* Exercise brief
Scan the records below for the string "main" and return every line where it appears.

-------- Dataset records --------

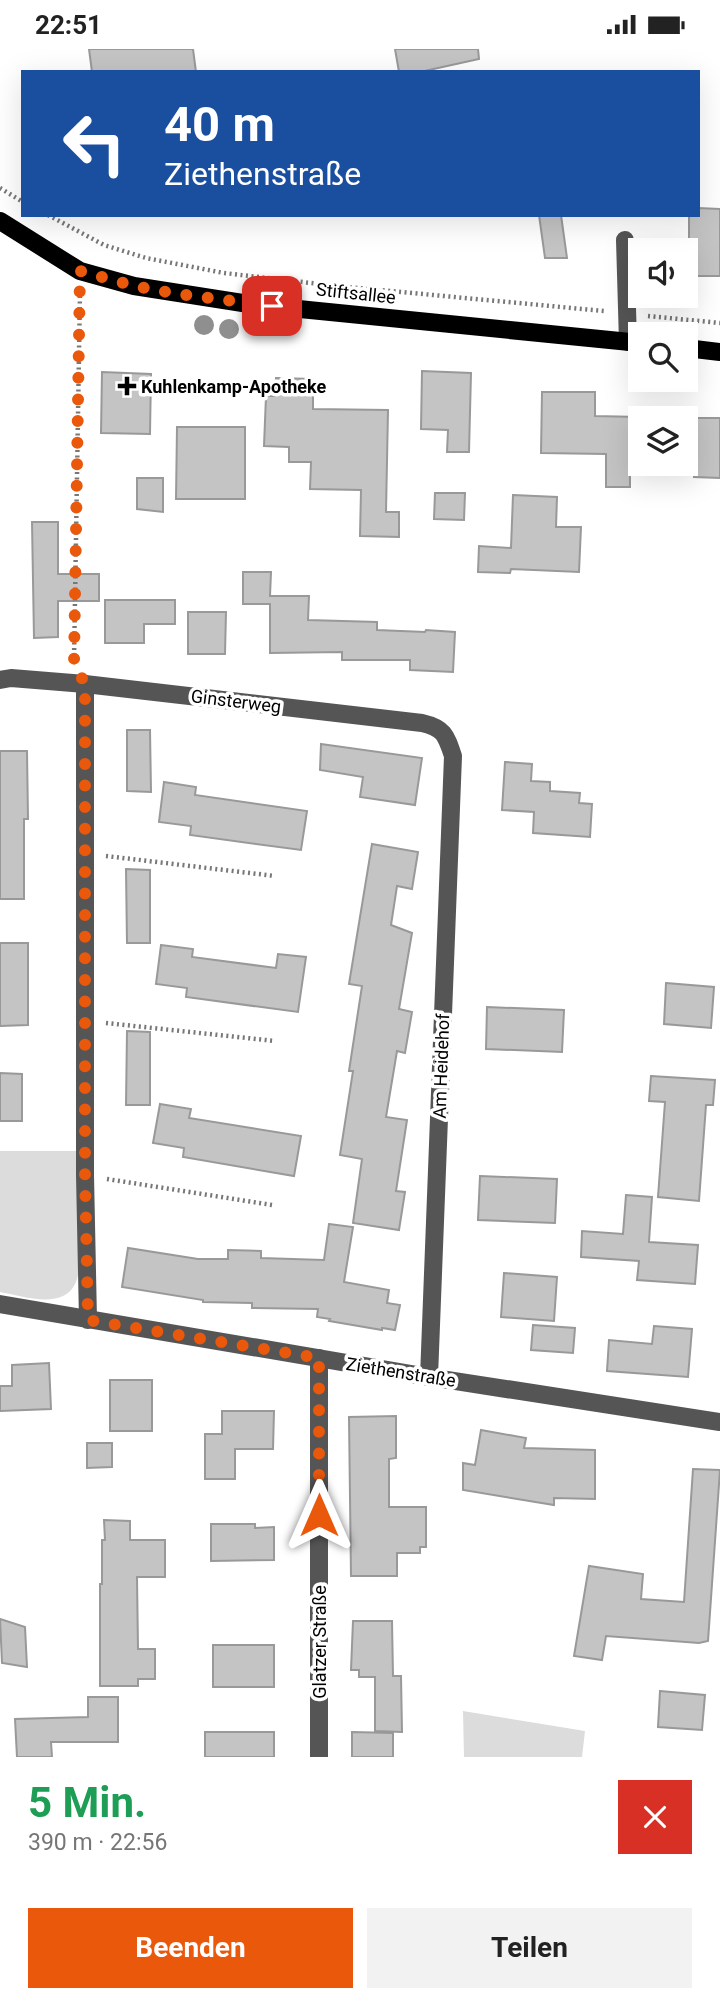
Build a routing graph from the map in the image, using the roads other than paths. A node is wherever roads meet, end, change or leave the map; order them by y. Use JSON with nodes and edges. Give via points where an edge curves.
{"nodes":[{"id":1,"x":0,"y":221,"type":"edge"},
{"id":2,"x":625,"y":240,"type":"dead end"},
{"id":3,"x":630,"y":322,"type":"edge"},
{"id":4,"x":628,"y":342,"type":"edge"},
{"id":5,"x":698,"y":349,"type":"edge"},
{"id":6,"x":720,"y":352,"type":"edge"},
{"id":7,"x":0,"y":680,"type":"edge"},
{"id":8,"x":85,"y":684,"type":"junction"},
{"id":9,"x":453,"y":756,"type":"joint"},
{"id":10,"x":0,"y":1304,"type":"edge"},
{"id":11,"x":88,"y":1320,"type":"junction"},
{"id":12,"x":319,"y":1358,"type":"junction"},
{"id":13,"x":429,"y":1377,"type":"junction"},
{"id":14,"x":720,"y":1422,"type":"edge"},
{"id":15,"x":319,"y":1757,"type":"edge"}],
"edges":[{"from":1,"to":4,"type":"main road","name":"Stiftsallee","via":[[80,271],[134,286],[237,302]]},
{"from":2,"to":3,"type":"street"},
{"from":5,"to":6,"type":"main road"},
{"from":7,"to":8,"type":"street","name":"Ginsterweg"},
{"from":8,"to":9,"type":"street","name":"Ginsterweg","via":[[422,723],[438,727]]},
{"from":8,"to":11,"type":"street"},
{"from":9,"to":13,"type":"street","name":"Am Heidehof"},
{"from":10,"to":11,"type":"street","name":"Ziethenstraße"},
{"from":11,"to":12,"type":"street","name":"Ziethenstraße"},
{"from":12,"to":13,"type":"street","name":"Ziethenstraße"},
{"from":12,"to":15,"type":"street","name":"Glatzer Straße"},
{"from":13,"to":14,"type":"street","name":"Ziethenstraße"}]}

--------

* Output for this exercise
"edges":[{"from":1,"to":4,"type":"main road","name":"Stiftsallee","via":[[80,271],[134,286],[237,302]]},
{"from":5,"to":6,"type":"main road"},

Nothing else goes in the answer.